Exact rank is brittle under noise. We define numerical rank with a tolerance \(0<\varepsilon<1\): \[ \mathrm{rank}_\varepsilon(X)=k \quad\text{if}\quad \sigma_{k+1}(X) \le \varepsilon\,\sigma_1(X) \quad\text{and}\quad \sigma_k(X) > \varepsilon\,\sigma_1(X). \] Numerical rank measures how many singular values are meaningfully large, ignoring tiny values caused by noise or round‑off error.

Numerically low‑rank matrices

Hilbert matrix

\[ H_{j,k}=\frac{1}{j+k-1} \] A \(5\times5\) Hilbert matrix: \[ \begin{bmatrix} 1 & 0.5 & 0.33333333 & 0.25 & 0.2 \\ 0.5 & 0.33333333 & 0.25 & 0.2 & 0.16666667 \\ 0.33333333 & 0.25 & 0.2 & 0.16666667 & 0.14285714 \\ 0.25 & 0.2 & 0.16666667 & 0.14285714 & 0.125 \\ 0.2 & 0.16666667 & 0.14285714 & 0.125 & 0.11111111 \end{bmatrix} \] Hilbert matrices are notoriously ill‑conditioned and have rapidly decaying singular values.

Vandermonde matrix

\[ \begin{bmatrix} 1 & x_1 & \dots & x_1^{n-1} \\ \vdots & \vdots & \ddots & \vdots \\ 1 & x_n & \dots & x_n^{n-1} \end{bmatrix} \] Vandermonde matrices can also be ill‑conditioned, with strong singular‑value decay depending on the node distribution.

The world is Sylvester

Many real problems involve operators acting from the left and right.

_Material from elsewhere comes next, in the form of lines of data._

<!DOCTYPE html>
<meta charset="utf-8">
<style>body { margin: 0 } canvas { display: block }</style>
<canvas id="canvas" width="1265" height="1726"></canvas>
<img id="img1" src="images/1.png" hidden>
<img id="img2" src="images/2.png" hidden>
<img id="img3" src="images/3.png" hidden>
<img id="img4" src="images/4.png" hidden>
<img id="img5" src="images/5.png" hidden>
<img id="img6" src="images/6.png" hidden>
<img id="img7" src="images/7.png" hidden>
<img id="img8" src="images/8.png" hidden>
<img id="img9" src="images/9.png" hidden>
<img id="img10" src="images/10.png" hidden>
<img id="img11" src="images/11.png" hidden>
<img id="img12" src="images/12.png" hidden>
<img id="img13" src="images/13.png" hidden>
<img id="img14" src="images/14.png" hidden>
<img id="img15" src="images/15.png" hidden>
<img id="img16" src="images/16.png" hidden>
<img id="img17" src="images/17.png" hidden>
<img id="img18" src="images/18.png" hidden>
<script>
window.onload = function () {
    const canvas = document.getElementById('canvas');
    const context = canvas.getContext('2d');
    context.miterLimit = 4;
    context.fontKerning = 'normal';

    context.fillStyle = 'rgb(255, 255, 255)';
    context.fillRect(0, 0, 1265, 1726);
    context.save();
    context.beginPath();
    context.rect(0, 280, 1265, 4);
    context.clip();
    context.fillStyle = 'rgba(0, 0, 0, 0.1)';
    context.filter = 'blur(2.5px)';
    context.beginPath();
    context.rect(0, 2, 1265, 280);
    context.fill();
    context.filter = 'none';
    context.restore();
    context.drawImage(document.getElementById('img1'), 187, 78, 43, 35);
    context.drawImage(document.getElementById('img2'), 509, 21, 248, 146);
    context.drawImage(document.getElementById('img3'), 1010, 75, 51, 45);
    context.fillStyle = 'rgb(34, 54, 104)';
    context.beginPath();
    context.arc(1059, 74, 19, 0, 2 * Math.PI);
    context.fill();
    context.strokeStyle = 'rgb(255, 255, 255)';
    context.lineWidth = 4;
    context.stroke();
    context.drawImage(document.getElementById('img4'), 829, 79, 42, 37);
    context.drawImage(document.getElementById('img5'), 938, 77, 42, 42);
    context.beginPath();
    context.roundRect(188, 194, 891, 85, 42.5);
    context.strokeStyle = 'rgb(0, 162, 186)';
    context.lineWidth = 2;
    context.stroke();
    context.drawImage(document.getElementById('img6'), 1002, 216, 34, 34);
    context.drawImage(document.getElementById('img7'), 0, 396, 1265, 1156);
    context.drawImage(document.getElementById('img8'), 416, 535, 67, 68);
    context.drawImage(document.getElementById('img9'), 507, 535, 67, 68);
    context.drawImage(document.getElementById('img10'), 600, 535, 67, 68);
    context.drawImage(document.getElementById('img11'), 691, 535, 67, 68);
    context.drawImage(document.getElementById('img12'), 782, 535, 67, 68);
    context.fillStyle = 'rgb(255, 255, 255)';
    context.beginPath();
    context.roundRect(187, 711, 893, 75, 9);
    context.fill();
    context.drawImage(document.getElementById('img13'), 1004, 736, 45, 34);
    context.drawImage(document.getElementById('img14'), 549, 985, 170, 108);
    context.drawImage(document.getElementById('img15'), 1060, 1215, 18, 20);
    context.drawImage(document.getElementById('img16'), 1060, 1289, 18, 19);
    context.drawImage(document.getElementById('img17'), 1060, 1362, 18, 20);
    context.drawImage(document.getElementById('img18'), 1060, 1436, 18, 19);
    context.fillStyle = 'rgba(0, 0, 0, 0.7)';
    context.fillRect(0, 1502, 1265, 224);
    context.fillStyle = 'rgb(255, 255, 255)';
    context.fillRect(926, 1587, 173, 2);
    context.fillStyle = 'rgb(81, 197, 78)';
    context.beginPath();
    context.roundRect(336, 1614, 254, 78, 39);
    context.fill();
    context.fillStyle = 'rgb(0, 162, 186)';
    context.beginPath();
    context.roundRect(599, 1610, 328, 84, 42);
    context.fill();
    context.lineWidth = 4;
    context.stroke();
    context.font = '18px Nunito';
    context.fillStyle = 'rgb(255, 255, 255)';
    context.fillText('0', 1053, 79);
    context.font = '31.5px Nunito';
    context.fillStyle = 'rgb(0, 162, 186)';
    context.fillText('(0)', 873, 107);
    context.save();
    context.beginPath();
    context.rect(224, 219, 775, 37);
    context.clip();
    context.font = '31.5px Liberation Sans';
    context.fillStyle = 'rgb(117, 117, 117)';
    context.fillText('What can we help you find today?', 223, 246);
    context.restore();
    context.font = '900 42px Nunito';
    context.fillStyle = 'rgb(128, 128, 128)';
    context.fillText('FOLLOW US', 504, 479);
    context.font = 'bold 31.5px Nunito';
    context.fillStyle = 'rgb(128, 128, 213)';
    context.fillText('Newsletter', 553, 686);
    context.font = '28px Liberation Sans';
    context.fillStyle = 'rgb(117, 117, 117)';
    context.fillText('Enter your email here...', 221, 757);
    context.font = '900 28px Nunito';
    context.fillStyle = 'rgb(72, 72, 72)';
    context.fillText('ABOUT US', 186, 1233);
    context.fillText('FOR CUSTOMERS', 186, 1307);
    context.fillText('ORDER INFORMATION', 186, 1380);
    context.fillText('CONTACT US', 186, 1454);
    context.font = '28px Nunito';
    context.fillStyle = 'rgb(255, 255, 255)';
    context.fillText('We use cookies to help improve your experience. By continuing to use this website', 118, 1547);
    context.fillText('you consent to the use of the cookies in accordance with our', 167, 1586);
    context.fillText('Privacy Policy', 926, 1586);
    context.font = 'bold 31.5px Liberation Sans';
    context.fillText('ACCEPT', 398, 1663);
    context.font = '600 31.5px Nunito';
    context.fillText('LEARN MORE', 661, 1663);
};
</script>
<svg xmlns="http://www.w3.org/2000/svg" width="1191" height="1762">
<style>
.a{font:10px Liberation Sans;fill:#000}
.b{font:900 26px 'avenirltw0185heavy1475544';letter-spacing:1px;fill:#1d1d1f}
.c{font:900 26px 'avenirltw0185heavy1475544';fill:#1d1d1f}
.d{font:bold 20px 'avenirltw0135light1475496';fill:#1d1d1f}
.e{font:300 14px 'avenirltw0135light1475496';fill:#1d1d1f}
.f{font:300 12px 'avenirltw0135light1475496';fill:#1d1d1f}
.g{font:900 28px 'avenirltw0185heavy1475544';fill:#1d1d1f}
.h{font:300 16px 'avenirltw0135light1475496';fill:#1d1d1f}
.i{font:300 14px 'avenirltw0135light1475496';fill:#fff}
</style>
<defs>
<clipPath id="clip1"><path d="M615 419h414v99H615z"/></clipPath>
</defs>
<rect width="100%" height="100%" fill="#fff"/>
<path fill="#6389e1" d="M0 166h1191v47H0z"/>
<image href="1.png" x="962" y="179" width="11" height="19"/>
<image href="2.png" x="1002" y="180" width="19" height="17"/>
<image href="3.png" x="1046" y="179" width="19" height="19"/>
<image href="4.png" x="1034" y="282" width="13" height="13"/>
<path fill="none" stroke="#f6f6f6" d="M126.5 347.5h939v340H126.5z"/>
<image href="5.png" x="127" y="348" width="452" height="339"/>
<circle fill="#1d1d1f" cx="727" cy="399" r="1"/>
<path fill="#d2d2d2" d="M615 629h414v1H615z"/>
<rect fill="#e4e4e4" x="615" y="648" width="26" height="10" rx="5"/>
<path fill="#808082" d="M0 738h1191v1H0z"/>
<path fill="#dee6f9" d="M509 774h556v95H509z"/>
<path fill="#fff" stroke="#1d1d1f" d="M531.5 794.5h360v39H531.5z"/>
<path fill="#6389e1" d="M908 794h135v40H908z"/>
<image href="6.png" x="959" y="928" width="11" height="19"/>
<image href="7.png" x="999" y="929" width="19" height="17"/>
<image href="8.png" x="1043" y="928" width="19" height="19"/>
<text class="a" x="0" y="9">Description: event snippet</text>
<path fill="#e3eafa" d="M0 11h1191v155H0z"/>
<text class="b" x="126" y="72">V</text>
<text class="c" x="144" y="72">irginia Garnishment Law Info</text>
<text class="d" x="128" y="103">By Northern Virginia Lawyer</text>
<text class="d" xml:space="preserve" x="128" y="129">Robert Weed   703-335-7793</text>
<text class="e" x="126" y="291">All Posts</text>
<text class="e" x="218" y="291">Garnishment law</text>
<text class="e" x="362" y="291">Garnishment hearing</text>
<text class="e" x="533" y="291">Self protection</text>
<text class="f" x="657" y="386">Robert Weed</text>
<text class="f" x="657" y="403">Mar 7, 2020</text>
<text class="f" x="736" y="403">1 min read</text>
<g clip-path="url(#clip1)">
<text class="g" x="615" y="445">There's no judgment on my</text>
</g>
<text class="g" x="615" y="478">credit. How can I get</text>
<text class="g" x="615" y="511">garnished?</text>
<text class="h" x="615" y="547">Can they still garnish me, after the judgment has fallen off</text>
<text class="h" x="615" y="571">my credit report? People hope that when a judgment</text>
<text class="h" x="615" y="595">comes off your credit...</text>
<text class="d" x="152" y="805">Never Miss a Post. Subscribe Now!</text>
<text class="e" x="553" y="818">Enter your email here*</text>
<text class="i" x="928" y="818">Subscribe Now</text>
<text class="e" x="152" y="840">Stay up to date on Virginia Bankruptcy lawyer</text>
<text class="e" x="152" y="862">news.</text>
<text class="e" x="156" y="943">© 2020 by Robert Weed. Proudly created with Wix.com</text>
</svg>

This is captured by the Sylvester equation \[ AX - XB = C. \] Its solutions often exhibit low‑rank structure when the spectra of \(A\) and \(B\) are well separated, which explains why singular values can decay rapidly.

From a coordination viewpoint, \(X\) connects two systems governed by \(A\) and \(B\), and \(C\) measures their mismatch. When \(A\) and \(B\) are compatible, \(C\) is small; when not, the system is numerically sensitive.

Sylvester equation intuition

Theorem (singular value decay bound)

If \(X\) satisfies \(AX - XB = C\), then \[ \sigma_{rk+1}(X) \le Z_k(E,F)\,\sigma_1(X), \] where - \(E\) and \(F\) are the eigenvalue sets of \(A\) and \(B\), - \(r=\mathrm{rank}(C)\), - \(Z_k(E,F)\) is the Zolotarev number, which measures how well the two spectral sets can be separated by low‑degree rational functions.

This theorem explains why spectral separation drives fast singular‑value decay in Sylvester‑type problems.


Takeaway. Rapidly decreasing singular values justify low‑rank approximations, enable compression, and explain why many structured matrix equations are numerically low rank even when they are full rank algebraically.